0

I have a program that is a C# wrapper for a program originally written in C/C++. The code goes through a SWIG process make the dlls accessible. Recently this code has started to crash intermittently with an access violation, but only when run in parallel with other similar code, suggesting a shared resource. However, there is no clear shared resource.

Also, the program always seems to complete (with proper output) and the access violation occurs on exit (when stepping through the code with VS19 the intermittent access violation occurs after the final return statement). I have tried putting handlers for AppDomain.ProcessExit and for UnhandledException, but it never hits that code. Even when VS19 reports an access violation in the output window, it always reports that the code has exited with 0, so I can't even be sure if this is the access violation being reported to the OS.

So...running from the command line I was able to get it to crash intermittently with rc -1073741819 (0xc0000005).

Running procdump.exe I was able to get a dump of the crash, with this error: Unhandled exception at 0x00007FFB0FDDFCA0 (iertutil.dll) in XXXXXXXXXXXXXXX.exe_220719_142518.dmp: 0xC0000005: Access violation reading location 0x0000000000000000.

The call stacks are not very revealing. While analyzing the dump in Visual Studio it says that symbols are loaded for all of my dlls, but when I look at the call stack of the access violation, it only shows me a very limited stack of the windows calls (see link).

call stacks from the dump after the access violation

The actual access violation is in _purecall, but again this crash is occurring after the return statement in my C# main. I cannot even figure out why wininet.dll!InternetGetConnectedState() would be called at that point in the code.

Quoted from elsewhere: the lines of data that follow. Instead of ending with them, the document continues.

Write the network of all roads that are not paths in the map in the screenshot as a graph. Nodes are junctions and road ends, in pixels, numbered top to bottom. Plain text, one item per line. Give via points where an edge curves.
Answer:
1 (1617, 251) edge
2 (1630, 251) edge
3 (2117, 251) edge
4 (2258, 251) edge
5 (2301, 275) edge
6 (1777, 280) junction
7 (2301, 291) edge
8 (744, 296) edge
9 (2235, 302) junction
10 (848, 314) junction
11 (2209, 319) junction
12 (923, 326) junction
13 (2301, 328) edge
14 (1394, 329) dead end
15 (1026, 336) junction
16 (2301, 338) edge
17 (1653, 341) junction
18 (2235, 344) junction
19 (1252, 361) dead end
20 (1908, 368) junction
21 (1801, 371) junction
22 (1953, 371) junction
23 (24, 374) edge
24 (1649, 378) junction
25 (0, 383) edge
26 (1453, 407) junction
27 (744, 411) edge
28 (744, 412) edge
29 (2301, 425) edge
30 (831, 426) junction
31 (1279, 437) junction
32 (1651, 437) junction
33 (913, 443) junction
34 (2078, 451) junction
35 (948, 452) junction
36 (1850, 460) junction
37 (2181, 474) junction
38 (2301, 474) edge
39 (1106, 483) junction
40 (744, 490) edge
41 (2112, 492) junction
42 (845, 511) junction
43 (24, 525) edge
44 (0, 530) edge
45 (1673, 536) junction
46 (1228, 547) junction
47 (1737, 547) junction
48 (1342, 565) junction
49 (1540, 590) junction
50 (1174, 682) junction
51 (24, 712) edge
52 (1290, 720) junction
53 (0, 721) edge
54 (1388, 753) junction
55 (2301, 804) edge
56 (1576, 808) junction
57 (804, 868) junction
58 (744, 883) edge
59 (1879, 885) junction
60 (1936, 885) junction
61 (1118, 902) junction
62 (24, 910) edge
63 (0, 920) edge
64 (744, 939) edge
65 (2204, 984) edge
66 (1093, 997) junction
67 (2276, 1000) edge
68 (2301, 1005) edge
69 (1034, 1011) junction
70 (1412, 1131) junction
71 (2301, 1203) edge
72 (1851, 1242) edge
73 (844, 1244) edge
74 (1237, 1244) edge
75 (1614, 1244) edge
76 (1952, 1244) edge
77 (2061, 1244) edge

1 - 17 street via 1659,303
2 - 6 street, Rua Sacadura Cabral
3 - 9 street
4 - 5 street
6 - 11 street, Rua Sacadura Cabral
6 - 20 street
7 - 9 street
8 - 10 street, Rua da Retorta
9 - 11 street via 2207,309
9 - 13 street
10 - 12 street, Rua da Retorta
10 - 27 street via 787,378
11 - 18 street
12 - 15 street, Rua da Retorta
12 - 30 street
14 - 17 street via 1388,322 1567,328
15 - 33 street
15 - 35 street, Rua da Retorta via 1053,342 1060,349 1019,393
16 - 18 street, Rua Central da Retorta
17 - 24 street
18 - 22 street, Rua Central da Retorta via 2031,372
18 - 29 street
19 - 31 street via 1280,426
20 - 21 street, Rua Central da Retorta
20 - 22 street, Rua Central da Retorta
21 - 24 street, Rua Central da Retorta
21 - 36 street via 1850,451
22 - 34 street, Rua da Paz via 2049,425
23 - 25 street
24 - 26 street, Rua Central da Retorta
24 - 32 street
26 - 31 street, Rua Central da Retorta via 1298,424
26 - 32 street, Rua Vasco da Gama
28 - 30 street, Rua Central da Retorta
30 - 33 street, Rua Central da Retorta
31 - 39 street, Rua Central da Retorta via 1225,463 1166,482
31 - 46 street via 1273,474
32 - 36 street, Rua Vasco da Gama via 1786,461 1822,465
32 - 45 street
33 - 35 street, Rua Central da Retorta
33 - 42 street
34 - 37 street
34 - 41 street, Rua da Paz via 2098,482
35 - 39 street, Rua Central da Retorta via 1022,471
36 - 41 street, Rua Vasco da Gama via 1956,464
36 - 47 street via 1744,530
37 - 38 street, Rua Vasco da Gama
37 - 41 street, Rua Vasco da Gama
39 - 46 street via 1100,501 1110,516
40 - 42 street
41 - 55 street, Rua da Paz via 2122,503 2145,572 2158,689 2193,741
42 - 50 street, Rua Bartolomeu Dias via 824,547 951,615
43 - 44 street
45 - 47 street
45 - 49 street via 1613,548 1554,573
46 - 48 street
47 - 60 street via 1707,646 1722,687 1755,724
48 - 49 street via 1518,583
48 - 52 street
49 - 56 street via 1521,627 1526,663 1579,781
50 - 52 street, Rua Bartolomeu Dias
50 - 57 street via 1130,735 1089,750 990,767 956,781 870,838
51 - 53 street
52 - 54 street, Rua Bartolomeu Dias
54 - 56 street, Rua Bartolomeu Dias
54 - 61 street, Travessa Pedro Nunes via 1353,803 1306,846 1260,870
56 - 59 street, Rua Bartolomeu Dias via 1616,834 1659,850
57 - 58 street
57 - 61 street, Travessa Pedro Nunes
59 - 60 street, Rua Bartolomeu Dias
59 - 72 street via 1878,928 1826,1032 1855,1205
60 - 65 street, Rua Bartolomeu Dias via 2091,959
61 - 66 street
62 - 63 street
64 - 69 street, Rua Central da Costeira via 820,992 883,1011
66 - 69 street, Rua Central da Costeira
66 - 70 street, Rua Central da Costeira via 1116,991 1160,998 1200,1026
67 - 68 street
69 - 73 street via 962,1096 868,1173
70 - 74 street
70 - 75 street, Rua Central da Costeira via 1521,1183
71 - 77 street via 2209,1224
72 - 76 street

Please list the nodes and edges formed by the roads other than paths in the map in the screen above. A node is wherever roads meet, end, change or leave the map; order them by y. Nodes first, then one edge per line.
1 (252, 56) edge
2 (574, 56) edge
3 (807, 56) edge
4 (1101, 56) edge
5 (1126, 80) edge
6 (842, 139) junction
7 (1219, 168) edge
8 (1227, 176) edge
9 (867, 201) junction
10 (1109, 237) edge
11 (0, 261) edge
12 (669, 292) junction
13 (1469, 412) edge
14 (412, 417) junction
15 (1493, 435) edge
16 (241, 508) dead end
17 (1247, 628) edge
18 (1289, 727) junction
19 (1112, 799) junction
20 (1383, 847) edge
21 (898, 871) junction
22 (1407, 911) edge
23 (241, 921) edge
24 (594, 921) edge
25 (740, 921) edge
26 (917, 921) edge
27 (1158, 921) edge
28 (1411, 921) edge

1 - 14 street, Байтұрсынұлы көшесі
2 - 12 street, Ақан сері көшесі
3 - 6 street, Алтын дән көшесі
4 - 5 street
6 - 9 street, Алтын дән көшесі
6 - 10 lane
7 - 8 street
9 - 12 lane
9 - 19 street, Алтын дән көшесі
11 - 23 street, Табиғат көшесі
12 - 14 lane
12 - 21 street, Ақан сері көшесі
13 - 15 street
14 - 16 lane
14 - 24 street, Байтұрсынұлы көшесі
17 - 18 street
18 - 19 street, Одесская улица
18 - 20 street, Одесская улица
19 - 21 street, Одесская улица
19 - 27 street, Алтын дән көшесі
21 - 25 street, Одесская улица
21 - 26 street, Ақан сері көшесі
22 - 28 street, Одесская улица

I suspect that there is something in one of the C or C++ libraries that is putting in an atexit call for something that the C# has already cleared. I have tried forcing garbage collection to occur earlier in the C# code, but this does not cause an access violation.

So the questions are

  1. What could be causing this access violation on program exit, and how can I debug it?
  2. Why are only the windows calls seen in the call stack from procdump when all of my symbols are reported to be loaded?
drfred
  • 1

1 Answers1

0

I was experiencing exactly the same issue, and for a use case similar to the one mentioned in the original question.

Before providing a tentative answer and solution to the problem, allow me to provide more insights into the problem:

The common patterns between my use case and the originally posted one are:

  1. SWIG (C++ to C#).
  2. Concurrent code - multi-threaded and/or multi-process.
    • Although in my case, I was clearly seeing all threads, and child processes, joined properly.
    • Any shutdown / cleanup code that existed in any of the Worker Threads (which in this case were allocated in a Thread Pool), or in the parent process (acting as coordinator of child processes) was seen as getting executed correctly, and before the C# Main() returned.
    • Therefore, it did not seem to be a race condition in my case.
    • Nor threads (or child processes) left un-joined and completing their execution after C# Main() returned.
  3. (Probably) Un-managed / native C++ BSD Socket related code, leveraging Microsoft Winsock API.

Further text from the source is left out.